> Exercise details:
Each line below with the word "Садовая" needs to be copied.

____ Given data

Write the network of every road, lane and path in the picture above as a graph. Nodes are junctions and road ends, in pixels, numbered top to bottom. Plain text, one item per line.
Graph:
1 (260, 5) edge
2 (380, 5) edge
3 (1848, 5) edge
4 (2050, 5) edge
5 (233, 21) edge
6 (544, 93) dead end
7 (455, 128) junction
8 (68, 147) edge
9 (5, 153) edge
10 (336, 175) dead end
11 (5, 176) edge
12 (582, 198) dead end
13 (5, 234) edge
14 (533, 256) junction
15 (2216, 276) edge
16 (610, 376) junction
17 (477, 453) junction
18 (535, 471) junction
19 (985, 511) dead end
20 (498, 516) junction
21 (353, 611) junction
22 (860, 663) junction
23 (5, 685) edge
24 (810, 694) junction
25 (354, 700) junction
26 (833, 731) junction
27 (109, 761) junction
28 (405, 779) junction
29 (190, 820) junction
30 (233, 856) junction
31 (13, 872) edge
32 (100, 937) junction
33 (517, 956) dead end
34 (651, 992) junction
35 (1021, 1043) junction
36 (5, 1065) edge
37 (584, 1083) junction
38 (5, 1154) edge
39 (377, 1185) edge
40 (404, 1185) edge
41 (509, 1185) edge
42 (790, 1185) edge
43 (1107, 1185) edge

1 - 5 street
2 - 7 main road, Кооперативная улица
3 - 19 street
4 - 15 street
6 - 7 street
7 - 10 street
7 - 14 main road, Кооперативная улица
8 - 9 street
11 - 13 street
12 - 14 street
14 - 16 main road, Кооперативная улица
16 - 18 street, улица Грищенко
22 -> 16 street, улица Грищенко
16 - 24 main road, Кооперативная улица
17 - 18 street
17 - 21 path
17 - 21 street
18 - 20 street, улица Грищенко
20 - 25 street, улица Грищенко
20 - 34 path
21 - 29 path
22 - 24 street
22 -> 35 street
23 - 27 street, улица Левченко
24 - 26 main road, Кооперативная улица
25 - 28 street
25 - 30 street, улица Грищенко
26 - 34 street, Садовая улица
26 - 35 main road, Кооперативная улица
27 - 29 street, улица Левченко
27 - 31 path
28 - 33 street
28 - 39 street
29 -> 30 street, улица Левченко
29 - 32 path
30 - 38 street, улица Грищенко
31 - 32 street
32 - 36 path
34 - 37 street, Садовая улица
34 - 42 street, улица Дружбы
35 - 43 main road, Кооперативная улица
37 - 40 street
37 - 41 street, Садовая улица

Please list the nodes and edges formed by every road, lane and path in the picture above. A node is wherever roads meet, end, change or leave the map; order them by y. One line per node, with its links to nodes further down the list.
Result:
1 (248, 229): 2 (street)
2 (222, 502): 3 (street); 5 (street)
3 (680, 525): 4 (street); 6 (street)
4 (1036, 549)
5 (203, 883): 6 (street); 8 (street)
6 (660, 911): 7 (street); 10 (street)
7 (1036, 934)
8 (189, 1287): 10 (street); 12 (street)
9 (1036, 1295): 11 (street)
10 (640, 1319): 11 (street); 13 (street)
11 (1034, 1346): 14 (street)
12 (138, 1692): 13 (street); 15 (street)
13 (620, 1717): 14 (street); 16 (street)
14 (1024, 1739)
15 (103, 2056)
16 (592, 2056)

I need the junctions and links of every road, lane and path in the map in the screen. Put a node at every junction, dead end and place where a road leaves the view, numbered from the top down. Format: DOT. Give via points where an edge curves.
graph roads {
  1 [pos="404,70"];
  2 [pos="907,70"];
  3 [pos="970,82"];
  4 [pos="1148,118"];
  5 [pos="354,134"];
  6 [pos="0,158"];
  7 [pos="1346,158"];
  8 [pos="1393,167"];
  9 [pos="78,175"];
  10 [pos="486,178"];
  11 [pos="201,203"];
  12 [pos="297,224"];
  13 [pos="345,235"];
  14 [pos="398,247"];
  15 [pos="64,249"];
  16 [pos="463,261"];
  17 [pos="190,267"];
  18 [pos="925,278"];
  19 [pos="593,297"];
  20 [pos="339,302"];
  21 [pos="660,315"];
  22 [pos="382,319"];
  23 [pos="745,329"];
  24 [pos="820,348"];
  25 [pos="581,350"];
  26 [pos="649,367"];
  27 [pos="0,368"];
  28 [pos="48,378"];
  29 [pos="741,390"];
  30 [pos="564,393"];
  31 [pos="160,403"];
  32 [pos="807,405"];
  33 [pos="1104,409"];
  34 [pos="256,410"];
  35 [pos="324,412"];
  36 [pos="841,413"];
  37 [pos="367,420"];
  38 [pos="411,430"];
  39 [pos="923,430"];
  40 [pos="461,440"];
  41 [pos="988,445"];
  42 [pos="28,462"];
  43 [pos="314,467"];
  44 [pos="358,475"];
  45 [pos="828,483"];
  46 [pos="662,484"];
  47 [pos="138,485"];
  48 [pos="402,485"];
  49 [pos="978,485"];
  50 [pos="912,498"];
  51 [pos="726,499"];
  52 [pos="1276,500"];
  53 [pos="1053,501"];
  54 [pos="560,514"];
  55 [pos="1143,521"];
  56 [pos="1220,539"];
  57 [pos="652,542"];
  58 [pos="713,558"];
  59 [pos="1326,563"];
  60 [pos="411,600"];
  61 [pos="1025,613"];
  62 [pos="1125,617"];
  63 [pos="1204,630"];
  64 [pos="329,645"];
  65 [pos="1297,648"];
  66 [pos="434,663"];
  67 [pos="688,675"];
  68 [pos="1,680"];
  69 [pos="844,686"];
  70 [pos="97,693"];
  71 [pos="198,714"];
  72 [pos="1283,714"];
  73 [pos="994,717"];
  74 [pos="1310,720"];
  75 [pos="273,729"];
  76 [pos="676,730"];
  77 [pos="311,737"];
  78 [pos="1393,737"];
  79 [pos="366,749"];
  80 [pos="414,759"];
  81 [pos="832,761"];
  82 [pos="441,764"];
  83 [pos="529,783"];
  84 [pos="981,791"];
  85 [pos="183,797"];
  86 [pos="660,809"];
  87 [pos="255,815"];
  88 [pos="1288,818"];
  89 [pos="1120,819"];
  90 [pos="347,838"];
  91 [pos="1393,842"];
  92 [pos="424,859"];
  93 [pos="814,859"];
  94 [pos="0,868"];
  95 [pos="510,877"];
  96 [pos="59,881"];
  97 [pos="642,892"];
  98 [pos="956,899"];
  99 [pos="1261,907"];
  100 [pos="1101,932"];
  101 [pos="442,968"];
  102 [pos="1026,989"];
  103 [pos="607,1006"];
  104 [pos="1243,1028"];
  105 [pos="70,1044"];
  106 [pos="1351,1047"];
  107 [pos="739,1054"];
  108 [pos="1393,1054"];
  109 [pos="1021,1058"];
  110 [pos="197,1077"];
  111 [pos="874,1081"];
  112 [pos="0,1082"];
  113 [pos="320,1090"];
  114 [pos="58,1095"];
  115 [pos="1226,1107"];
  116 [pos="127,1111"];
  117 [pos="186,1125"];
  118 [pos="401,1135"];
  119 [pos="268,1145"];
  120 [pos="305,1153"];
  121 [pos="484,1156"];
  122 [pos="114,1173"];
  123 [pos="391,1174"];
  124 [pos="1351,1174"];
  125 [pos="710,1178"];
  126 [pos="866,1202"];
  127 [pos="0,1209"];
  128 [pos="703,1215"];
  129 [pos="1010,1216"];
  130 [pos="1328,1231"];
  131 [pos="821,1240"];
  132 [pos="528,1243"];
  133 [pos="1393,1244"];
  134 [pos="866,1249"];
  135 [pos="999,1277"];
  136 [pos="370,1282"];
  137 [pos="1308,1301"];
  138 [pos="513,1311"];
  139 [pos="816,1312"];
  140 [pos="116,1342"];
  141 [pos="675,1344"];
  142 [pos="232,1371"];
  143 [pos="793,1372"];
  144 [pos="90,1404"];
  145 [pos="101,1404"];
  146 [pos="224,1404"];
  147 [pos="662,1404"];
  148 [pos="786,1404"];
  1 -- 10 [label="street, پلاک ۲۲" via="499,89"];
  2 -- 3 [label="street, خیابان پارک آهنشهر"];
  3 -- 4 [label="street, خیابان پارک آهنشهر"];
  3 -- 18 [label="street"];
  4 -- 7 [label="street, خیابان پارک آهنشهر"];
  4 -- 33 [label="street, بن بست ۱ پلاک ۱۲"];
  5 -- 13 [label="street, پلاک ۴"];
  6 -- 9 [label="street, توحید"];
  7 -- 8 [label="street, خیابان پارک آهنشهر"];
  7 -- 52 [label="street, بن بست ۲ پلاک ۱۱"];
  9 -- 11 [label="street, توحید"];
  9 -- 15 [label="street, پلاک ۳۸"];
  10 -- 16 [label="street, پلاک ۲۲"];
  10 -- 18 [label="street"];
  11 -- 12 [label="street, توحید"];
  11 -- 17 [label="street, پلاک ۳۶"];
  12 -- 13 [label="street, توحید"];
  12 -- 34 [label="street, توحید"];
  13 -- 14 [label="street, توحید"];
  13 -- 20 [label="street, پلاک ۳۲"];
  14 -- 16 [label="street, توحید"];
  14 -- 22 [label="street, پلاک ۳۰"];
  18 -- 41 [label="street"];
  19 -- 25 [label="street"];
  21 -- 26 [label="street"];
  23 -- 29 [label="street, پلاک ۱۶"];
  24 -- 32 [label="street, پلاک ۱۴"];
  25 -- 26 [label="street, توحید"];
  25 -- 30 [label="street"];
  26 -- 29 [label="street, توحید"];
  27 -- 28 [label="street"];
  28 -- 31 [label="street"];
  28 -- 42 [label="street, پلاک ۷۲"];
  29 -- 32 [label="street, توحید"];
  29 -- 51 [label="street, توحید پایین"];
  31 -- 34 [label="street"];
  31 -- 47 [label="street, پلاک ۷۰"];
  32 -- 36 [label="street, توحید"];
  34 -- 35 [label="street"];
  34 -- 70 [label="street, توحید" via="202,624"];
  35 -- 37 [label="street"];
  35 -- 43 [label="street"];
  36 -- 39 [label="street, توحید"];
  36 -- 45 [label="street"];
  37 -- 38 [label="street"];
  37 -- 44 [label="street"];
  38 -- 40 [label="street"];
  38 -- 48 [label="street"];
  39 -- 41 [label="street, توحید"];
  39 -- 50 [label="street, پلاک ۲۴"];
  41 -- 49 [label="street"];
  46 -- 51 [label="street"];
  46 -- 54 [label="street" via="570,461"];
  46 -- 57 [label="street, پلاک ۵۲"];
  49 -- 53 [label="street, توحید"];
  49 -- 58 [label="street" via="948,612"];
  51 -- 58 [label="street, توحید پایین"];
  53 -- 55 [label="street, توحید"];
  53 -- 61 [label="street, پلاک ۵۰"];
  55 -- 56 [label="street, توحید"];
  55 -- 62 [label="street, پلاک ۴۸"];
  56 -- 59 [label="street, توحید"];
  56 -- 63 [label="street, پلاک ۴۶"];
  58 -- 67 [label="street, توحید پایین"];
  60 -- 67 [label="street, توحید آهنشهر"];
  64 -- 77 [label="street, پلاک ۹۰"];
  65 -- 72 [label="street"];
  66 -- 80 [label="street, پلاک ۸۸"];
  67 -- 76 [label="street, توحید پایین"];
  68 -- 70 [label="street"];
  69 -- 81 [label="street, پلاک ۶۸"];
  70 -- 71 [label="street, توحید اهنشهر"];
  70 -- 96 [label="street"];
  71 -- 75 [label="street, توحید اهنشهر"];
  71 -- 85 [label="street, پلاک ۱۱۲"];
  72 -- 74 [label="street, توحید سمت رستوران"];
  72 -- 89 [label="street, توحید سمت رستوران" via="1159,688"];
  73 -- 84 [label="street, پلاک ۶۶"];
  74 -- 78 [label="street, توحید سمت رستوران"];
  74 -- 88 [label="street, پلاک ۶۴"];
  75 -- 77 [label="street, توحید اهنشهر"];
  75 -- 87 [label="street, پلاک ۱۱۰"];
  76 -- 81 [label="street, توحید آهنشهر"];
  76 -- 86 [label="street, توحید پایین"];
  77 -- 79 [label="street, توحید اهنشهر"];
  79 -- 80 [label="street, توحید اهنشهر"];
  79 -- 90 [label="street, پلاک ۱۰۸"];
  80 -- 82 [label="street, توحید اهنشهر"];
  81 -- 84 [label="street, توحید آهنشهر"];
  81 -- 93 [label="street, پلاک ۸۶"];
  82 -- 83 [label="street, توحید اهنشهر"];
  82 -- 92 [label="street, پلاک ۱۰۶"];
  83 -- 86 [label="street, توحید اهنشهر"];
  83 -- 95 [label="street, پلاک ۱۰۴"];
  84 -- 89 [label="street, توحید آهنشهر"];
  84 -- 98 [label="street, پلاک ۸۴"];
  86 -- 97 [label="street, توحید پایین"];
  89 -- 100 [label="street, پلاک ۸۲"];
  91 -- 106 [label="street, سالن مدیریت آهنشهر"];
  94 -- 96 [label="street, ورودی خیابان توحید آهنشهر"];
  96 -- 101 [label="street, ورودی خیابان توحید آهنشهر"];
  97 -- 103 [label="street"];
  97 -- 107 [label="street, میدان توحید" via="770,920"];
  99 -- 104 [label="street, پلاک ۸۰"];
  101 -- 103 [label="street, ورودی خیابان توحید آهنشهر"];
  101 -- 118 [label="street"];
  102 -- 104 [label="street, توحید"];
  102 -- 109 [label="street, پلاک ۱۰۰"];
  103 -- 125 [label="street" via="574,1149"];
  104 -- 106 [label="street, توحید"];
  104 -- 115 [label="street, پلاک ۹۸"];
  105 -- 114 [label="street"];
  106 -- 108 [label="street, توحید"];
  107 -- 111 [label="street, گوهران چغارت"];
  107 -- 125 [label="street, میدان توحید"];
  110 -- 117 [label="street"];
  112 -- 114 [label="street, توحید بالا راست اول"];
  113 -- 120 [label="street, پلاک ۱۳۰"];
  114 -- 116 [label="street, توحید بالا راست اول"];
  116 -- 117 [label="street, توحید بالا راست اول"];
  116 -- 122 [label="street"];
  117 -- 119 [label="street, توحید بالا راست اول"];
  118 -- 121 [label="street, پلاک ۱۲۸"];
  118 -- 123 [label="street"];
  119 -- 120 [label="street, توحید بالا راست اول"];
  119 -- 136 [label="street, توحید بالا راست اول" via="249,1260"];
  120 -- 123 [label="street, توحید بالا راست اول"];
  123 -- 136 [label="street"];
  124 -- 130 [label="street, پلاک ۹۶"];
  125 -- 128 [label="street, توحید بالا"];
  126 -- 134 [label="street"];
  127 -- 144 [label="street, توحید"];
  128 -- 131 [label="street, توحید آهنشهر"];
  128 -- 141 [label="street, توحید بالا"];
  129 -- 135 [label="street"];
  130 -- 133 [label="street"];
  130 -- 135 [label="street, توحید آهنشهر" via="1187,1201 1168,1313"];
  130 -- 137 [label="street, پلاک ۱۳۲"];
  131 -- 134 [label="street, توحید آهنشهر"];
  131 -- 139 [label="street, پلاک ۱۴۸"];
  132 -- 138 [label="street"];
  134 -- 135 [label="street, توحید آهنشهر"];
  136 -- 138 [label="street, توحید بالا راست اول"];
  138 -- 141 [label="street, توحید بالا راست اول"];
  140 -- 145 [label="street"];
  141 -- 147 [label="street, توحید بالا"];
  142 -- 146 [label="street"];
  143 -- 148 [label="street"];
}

________

> Exercise response:
26 - 34 street, Садовая улица
34 - 37 street, Садовая улица
37 - 41 street, Садовая улица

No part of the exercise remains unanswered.